START INPUT

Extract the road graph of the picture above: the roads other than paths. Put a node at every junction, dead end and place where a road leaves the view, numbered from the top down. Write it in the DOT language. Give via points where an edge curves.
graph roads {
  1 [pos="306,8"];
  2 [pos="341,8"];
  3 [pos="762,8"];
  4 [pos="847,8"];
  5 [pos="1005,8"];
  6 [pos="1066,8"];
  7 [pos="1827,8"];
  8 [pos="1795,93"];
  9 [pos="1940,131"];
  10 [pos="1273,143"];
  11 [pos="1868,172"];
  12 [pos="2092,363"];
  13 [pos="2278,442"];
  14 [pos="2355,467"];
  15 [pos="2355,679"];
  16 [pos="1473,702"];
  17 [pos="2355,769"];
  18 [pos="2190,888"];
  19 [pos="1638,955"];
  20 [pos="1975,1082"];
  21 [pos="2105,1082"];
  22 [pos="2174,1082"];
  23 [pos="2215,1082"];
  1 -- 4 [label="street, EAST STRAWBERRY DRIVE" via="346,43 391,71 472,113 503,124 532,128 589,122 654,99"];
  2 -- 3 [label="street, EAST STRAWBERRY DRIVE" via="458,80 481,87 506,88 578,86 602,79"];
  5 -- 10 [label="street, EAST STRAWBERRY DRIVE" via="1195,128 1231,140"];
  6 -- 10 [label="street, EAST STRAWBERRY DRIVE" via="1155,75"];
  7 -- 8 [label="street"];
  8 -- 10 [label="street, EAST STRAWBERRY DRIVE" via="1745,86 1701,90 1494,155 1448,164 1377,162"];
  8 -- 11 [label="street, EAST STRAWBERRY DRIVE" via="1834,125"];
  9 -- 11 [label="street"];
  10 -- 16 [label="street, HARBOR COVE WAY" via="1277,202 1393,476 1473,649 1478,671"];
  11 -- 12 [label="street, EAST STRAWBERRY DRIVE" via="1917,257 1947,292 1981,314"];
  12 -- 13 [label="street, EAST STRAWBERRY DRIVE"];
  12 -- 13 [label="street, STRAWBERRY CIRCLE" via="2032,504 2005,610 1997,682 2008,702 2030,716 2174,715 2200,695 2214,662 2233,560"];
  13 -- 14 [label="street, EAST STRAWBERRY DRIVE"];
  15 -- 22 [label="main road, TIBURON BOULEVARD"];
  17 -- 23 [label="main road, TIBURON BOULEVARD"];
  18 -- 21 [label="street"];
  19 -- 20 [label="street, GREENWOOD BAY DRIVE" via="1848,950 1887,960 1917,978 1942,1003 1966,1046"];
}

END INPUT

ACTION ITEM: Filter the entries down to the lines containing "graph". Copy each of those lines.

YOUR SOLUTION:
Extract the road graph of the picture above: the roads other than paths. Put a node at every junction, dead end and place where a road leaves the view, numbered from the top down. Write it in the DOT language. Give via points where an edge curves.
graph roads {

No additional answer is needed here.